Dentre o total de beneficiados, aproximadamente 4 milhões de indivíduos conseguiram liquidar totalmente seus débitos. O ministro destacou, em entrevista ao portal UOL nesta terça-feira (9), que o grupo inclui pessoas com pendências financeiras de até R$ 100.
A estratégia central do programa é facilitar a recuperação do crédito para quem recebe até cinco salários mínimos. Para isso, o governo oferece condições facilitadas, superando as taxas praticadas regularmente pelas instituições financeiras do mercado.
Os incentivos incluem **abatimentos expressivos**, que podem atingir a marca de 90% do valor total devido. Além disso, as taxas de juros foram limitadas a cerca de 1,99% ao mês, com prazos de pagamento estendidos por até 48 meses.
Outro diferencial relevante é a permissão para utilizar o saldo do FGTS no abatimento das parcelas. O programa também promove a "desnegativação" imediata de consumidores que possuam dívidas de pequeno valor.
Impacto dos juros e cenário econômico
Durigan comentou que o patamar elevado dos juros no Brasil tem sido um obstáculo severo para as famílias. Contudo, ele reforçou que o programa atua como um suporte essencial para mitigar esses efeitos negativos na economia doméstica.

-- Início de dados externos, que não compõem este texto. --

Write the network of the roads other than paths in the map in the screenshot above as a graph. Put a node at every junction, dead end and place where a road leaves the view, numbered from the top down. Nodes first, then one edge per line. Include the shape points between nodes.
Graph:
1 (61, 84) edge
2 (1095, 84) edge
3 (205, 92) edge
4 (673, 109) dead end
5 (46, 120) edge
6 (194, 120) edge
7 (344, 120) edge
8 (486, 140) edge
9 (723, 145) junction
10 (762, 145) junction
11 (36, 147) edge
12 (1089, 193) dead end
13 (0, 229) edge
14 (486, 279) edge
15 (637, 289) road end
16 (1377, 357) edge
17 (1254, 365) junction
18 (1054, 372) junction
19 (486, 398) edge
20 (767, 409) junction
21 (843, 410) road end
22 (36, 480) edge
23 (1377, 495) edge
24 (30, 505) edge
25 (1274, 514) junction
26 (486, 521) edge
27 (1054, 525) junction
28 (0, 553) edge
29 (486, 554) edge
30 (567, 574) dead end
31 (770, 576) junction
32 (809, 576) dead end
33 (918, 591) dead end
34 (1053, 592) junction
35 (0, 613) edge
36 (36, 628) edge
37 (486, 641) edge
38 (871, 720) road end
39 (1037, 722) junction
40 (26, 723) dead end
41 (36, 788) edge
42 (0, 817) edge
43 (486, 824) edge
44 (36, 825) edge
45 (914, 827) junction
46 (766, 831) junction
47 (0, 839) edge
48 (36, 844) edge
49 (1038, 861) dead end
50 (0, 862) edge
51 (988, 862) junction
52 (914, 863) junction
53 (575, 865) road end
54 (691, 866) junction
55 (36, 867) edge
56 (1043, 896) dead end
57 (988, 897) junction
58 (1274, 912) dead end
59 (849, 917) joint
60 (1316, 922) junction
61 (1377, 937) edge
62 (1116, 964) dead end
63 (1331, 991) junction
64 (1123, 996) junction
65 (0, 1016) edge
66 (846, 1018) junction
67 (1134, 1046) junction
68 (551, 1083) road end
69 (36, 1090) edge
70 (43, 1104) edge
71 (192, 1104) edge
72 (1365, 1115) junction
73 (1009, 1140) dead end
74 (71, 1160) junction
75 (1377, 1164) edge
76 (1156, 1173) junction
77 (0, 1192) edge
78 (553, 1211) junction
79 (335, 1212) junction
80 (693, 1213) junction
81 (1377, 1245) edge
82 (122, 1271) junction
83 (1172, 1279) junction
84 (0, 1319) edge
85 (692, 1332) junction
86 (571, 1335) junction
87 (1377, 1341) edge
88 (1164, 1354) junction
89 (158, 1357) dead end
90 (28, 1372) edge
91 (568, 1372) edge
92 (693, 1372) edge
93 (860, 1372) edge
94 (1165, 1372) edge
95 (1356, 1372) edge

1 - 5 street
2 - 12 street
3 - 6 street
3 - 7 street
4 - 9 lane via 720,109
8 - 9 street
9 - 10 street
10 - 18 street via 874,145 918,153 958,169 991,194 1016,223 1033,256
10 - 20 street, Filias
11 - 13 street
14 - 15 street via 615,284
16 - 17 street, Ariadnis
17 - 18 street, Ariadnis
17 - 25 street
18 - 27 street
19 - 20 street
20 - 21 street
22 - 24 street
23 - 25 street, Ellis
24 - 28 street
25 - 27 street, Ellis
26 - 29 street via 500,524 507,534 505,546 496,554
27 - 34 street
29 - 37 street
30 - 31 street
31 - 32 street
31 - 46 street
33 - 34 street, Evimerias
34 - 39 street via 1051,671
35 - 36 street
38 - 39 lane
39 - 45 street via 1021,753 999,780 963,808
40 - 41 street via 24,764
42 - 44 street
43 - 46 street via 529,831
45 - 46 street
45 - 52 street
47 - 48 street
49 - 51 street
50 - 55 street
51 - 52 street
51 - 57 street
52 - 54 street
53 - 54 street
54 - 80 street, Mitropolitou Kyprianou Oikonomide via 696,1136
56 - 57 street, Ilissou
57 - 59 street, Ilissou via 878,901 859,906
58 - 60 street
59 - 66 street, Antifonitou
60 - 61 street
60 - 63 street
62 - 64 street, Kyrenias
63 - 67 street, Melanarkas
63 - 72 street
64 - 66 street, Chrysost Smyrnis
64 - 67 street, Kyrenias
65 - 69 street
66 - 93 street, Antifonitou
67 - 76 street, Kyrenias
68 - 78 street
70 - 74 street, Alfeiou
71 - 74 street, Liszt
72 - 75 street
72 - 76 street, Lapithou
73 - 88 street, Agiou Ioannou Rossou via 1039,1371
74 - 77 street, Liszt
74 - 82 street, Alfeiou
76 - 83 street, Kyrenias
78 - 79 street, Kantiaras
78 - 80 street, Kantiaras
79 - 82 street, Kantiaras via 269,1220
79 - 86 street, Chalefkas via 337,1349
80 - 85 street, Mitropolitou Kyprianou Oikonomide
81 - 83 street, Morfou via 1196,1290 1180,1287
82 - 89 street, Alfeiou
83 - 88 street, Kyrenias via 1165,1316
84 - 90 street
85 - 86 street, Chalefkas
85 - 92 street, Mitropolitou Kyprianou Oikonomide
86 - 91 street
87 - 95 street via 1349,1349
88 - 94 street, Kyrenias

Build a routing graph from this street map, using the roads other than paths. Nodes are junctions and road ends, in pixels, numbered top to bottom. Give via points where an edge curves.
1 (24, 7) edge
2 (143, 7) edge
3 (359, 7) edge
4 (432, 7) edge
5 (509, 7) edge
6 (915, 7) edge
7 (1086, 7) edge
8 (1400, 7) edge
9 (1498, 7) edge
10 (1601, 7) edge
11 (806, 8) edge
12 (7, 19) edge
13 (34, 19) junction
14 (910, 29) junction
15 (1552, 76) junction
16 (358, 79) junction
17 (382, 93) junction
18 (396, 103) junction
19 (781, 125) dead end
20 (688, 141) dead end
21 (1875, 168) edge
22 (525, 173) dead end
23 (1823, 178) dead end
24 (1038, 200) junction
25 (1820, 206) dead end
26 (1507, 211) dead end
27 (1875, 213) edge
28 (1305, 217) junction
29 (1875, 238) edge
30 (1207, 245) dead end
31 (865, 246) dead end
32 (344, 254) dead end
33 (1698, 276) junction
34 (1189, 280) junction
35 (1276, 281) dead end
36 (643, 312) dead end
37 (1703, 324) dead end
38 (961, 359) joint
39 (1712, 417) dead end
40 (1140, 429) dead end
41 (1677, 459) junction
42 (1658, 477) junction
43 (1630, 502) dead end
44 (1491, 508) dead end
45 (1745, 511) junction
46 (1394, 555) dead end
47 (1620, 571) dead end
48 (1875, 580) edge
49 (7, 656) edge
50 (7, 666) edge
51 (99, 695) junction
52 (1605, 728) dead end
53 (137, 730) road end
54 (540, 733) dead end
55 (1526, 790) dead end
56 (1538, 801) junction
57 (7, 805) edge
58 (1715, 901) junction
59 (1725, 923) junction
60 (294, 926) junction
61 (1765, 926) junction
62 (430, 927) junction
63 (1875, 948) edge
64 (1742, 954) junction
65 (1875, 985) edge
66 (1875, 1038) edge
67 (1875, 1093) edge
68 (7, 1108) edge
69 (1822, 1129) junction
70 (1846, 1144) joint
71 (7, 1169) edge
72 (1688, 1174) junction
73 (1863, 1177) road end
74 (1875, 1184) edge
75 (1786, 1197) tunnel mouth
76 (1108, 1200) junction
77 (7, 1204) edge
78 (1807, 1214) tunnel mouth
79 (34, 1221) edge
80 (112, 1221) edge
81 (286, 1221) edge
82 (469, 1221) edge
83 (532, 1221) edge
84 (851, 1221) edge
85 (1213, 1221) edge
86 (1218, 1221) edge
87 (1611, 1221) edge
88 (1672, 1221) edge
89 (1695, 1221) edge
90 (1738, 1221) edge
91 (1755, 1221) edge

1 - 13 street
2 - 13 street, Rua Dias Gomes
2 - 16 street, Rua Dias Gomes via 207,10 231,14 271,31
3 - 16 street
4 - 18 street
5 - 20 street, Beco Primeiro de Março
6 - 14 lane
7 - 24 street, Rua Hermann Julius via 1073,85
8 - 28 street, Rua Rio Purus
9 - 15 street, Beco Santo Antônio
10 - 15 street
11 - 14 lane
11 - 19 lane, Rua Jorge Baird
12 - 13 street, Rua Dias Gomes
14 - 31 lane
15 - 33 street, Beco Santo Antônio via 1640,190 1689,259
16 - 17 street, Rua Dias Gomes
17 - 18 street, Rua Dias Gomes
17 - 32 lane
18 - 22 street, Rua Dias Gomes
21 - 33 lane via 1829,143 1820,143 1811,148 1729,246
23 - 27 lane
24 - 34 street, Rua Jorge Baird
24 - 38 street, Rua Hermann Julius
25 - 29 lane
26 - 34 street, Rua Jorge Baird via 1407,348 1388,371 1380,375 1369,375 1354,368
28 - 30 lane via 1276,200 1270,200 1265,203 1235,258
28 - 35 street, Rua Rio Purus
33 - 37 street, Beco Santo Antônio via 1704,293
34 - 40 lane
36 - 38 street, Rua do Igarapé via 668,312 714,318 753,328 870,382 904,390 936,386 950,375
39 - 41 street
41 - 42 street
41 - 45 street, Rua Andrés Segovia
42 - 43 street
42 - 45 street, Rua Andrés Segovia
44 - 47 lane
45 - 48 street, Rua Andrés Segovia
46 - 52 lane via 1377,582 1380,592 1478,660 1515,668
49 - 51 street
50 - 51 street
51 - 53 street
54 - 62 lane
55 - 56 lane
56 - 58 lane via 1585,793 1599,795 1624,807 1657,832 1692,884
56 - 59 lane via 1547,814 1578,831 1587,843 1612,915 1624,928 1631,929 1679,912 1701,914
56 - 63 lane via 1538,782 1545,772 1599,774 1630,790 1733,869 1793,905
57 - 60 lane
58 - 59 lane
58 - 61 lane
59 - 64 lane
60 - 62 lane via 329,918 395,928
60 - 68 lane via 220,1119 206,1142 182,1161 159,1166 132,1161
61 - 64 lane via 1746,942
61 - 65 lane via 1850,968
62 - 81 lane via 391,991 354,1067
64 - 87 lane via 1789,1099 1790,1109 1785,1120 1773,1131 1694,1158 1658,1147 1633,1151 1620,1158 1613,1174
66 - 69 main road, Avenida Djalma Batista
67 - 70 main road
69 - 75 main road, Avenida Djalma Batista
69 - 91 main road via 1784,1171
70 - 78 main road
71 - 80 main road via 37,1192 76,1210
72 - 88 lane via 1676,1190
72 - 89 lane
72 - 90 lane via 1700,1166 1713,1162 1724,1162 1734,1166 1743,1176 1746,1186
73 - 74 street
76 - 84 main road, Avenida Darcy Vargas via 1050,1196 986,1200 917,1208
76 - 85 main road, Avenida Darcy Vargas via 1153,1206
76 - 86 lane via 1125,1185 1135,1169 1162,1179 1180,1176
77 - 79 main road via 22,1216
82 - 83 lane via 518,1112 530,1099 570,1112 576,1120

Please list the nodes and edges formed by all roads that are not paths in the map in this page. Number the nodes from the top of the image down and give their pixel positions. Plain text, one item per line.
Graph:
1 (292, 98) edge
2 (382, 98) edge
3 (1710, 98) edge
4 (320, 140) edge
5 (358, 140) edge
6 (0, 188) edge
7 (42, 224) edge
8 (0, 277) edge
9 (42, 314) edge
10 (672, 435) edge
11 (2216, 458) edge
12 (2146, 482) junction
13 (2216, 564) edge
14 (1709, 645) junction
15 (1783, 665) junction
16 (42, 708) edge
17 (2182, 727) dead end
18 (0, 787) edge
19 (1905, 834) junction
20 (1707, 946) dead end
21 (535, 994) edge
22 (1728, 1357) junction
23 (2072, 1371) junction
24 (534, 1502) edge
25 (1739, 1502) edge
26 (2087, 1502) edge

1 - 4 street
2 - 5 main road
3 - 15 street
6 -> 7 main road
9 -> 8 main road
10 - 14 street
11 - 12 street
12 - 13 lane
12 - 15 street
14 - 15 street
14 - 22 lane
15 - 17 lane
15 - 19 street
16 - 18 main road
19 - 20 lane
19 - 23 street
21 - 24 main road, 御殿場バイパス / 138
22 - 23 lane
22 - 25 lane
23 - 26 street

O ministro ressaltou que a mobilização nacional tem prazo determinado, com encerramento previsto para o dia 2 de agosto. Ele enfatizou que a limpeza do nome permite que milhões de brasileiros retornem ao mercado de consumo de forma sustentável.
Segundo o titular da Fazenda, cerca de 1,1 milhão de pessoas optaram pelo pagamento à vista, aproveitando descontos médios superiores a 80%. Esses dados reforçam a eficácia da ação em devolver a dignidade financeira aos cidadãos.
Metas fiscais e política econômica
Sobre as causas das taxas elevadas no país, Durigan descartou que o gasto público seja o principal motivador. Ele atribuiu o cenário atual a instabilidades globais e desarranjos causados por conflitos internacionais recentes.
Para finalizar, o ministro assegurou que o governo mantém o compromisso com a responsabilidade fiscal. Segundo ele, as metas estabelecidas serão rigorosamente cumpridas, sem alterações no planejamento econômico atual da pasta.